Eine Fussballerin spielt sich frei
«Wieso muss da jetzt ein Mädchen mitspielen?» – so tönte es früher häufig, als ich noch in reinen Bubenmannschaften spielte. Für mich ging daher eine völlig neue Welt auf, als ich mit vierzehn in die Frauenmannschaft des FC Sursee wechselte. Ich hätte aber nie gedacht, dass ich einmal Profifussballerin werden würde. Ich wollte einfach Fussball spielen und ging darum nach der Matura in die USA, was damals das Nonplusultra im Frauenfussball war: Hier konnte ich auf hohem Niveau Fussball spielen und gleichzeitig studieren. Es war ein grosser Schritt, so ganz allein in einem fremden Land. Meine Zeit dort war Findungsphase und zugleich Lebensschule: Es ging dort viel ums Mentale und ich habe gelernt, meine Grenzen zu kennen und zu überschreiten.
Prägende Jahre in den USA
In Amerika lernte ich auch, meine Homosexualität zu akzeptieren. Als ich als junges Mädchen merkte, dass ich lesbisch bin, war das für mich zunächst kein Problem. Im Frauenfussball traf ich jedoch auf viel Heimlichtuerei; das Signal an eine junge Frau wie mich war: Uns gibt es zwar, aber man spricht besser nicht darüber. In den USA dagegen waren viele Leute um mich herum, die sagten, das spielt doch keine Rolle. So hatte ich das in der Schweiz nie gehört. Bei meinen Eltern führte mein Outing zu einiger Verunsicherung, und ich selbst dachte lange, dass ich etwas falsch mache. In den USA aber durchlief ich einen Prozess, an dessen Ende ich zu hundert Prozent mit mir im Reinen war. Meine Eltern konnten es zum Glück auch akzeptieren, wir hatten immer ein gutes Verhältnis.
Uns gibt es zwar, aber man spricht besser nicht darüber.
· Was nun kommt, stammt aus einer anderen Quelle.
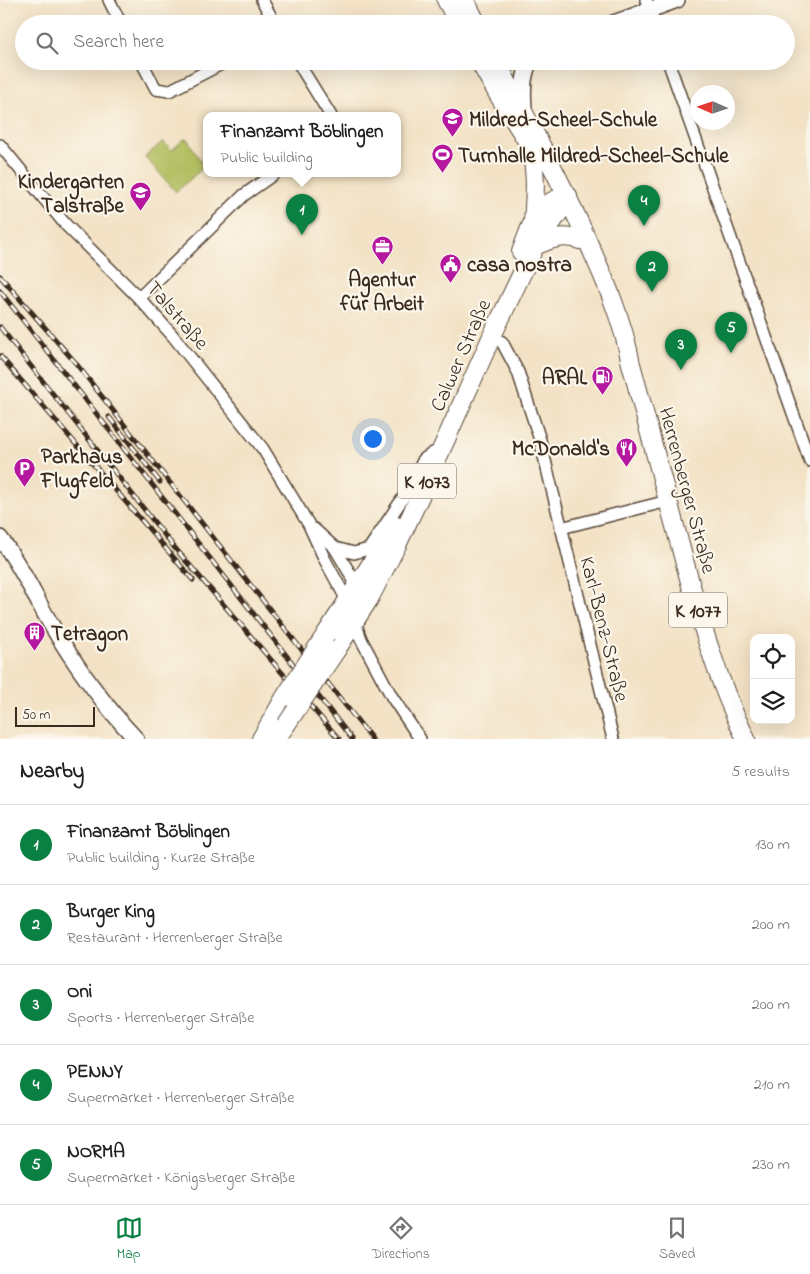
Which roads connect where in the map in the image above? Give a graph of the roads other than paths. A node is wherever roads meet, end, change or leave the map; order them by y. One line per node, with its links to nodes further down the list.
1 (109, 0): 7 (street)
2 (262, 0): 8 (street)
3 (446, 0): 9 (main road)
4 (465, 0): 10 (main road)
5 (677, 0): 6 (street)
6 (650, 11): 11 (street)
7 (117, 15)
8 (270, 15)
9 (454, 15)
10 (472, 15)
11 (638, 15)
12 (146, 70): 13 (street)
13 (210, 70)
14 (303, 70): 20 (street)
15 (496, 70): 22 (main road, Herrenberger Straße / K 1077)
16 (497, 70): 19 (main road, Herrenberger Straße / K 1077)
17 (527, 70): 19 (street)
18 (671, 70): 32 (street)
19 (524, 110): 24 (main road, Herrenberger Straße / K 1077)
20 (329, 112)
21 (0, 145): 28 (street, Talstraße)
22 (530, 147): 24 (main road, Herrenberger Straße / K 1077); 25 (main road, K 1073)
23 (270, 177): 28 (street)
24 (564, 200): 25 (main road, Calwer Straße / K 1073); 26 (main road, Herrenberger Straße / K 1077); 27 (main road, Calwer Straße / K 1073); 30 (main road, Herrenberger Straße / K 1077)
25 (533, 222): 31 (main road, Calwer Straße / K 1073)
26 (580, 240): 27 (main road); 30 (main road, Herrenberger Straße / K 1077)
27 (535, 246): 29 (main road, Calwer Straße / K 1073)
28 (139, 298): 34 (street, Talstraße)
29 (492, 336): 35 (street, Karl-Benz-Straße); 41 (main road, Calwer Straße / K 1073)
30 (631, 364): 33 (main road, Herrenberger Straße / K 1077)
31 (433, 453): 38 (street, Calwer Straße); 39 (main road, Calwer Straße / K 1073)
32 (810, 460)
33 (663, 502): 35 (street); 48 (main road, Herrenberger Straße / K 1077)
34 (309, 525): 37 (street, Talstraße); 40 (street, Talstraße)
35 (561, 528): 47 (street, Karl-Benz-Straße)
36 (0, 538): 43 (street)
37 (335, 548): 38 (street, Talstraße); 39 (street, Talstraße)
38 (358, 553)
39 (358, 585): 40 (main road, Calwer Straße / K 1073); 41 (street, Talstraße)
40 (348, 602): 41 (street, Talstraße); 42 (main road, Calwer Straße / K 1073, bridge)
41 (355, 622): 42 (main road, Calwer Straße / K 1073, bridge); 46 (street)
42 (279, 726): 44 (street, Calwer Straße); 45 (main road, Calwer Straße / K 1073)
43 (136, 739)
44 (251, 739)
45 (261, 739)
46 (420, 739)
47 (613, 739)
48 (746, 739)

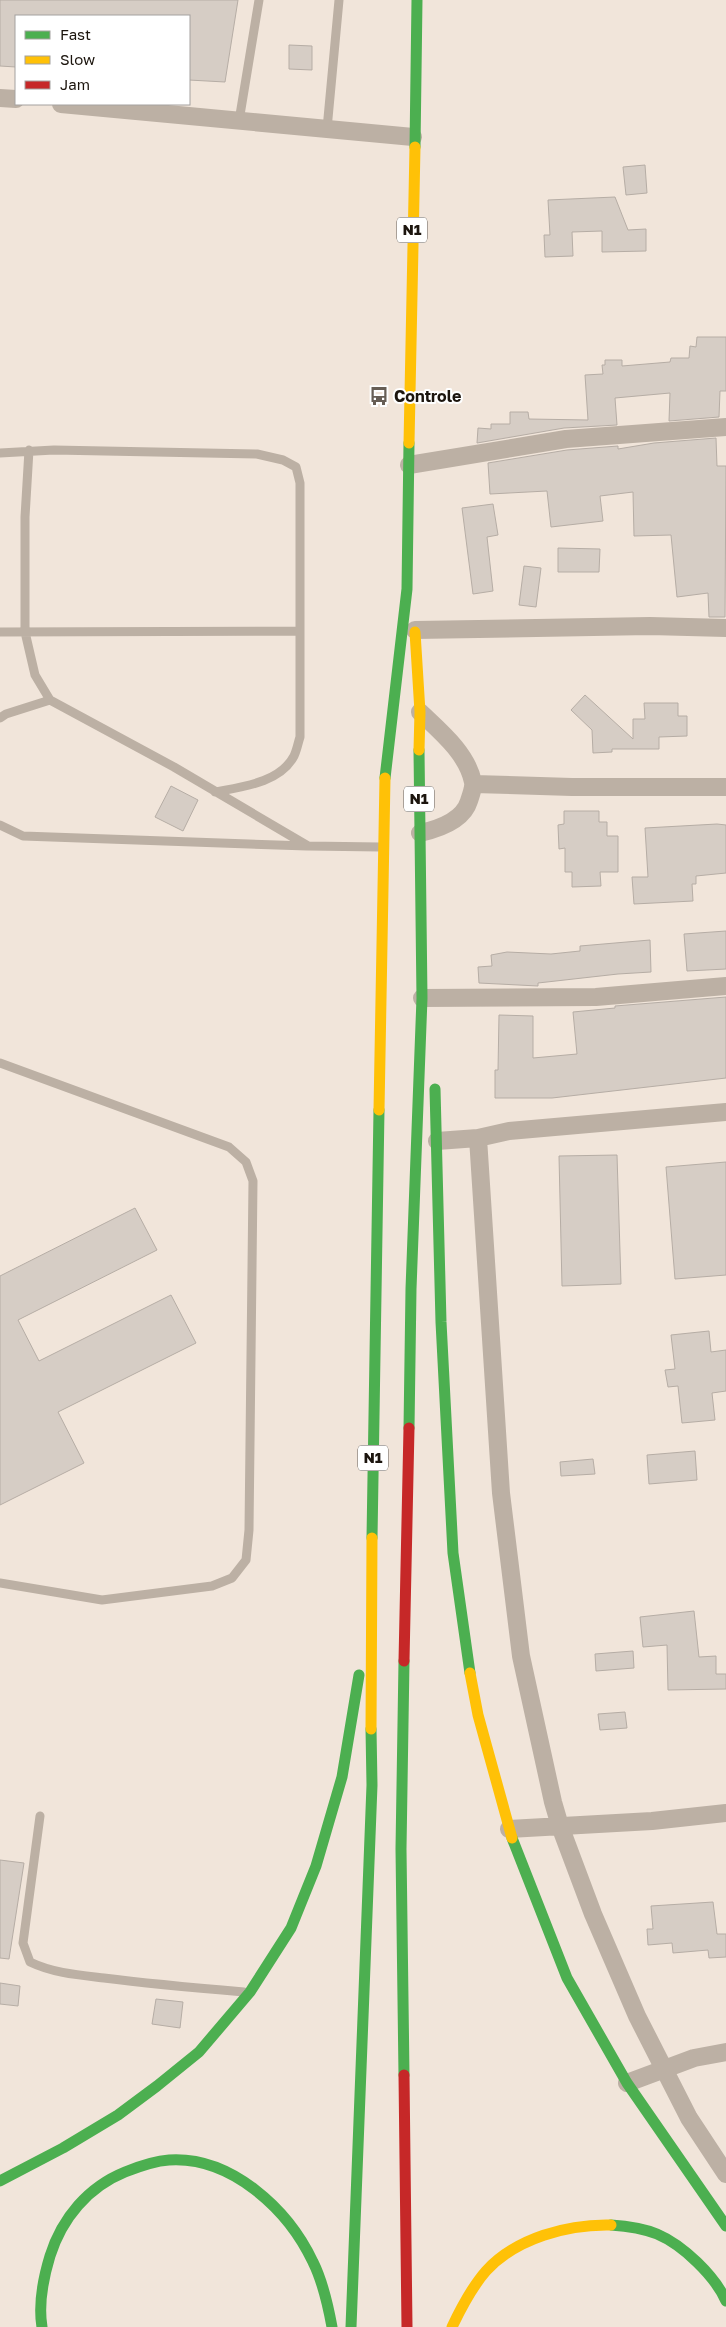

Nach Abschluss meines Studiums der Internationalen Wirtschaft wollte ich wieder zurück nach Europa und unterschrieb bei Olympique Lyon erstmals als Profi. Ich hätte es nicht besser treffen können und war extrem motiviert. Aber es war wieder ein Neuanfang und mein ganzer Lebensstil änderte plötzlich komplett: Die Jahre zuvor war ich mit Fussball und Ausbildung dauerbeschäftigt, jetzt hatte ich nur noch wenige Stunden Training am Tag. Was sollte ich mit all der freien Zeit? Da fragte ich mich schon kurz nach dem Sinn des Ganzen. Ich fing dann eine Weiterbildung an und absolvierte später die erste Trainerausbildung. Auch jetzt mache ich nebenberuflich ein Studium in General Management mit Fokus auf Sport – einfach, weil es mich interessiert.
Ein jäher Einschnitt
Mein Kreuzbandriss vor einigen Monaten war ein schwerer Einschnitt. Die Heilung geht aber gut voran und ich kann wohl in der nächsten Saison wieder spielen. Ich sehe die Verletzung auch als wertvolle Erfahrung, man lernt viel über sich selbst und in meinem späteren Berufsleben kann ich vielleicht anderen Betroffenen helfen. Der Vertrag bei meinem jetzigen Verein VfL Wolfsburg läuft 2021 aus und dann ist meine Karriere wahrscheinlich zu Ende. Das wird wohl der grösste Wendepunkt in meinem bisherigen Leben. Fussball ist meine grösste Leidenschaft, ich wollte nichts anderes mehr machen, seit ich mit sechs Jahren damit angefangen habe. Was ich danach mache? Keine Ahnung – ich lasse es auf mich zukommen!
Lara Dickenmann, 33, spielt beim VfL Wolfsburg in der Frauen-Bundesliga und ist Schweizer Nationalspielerin.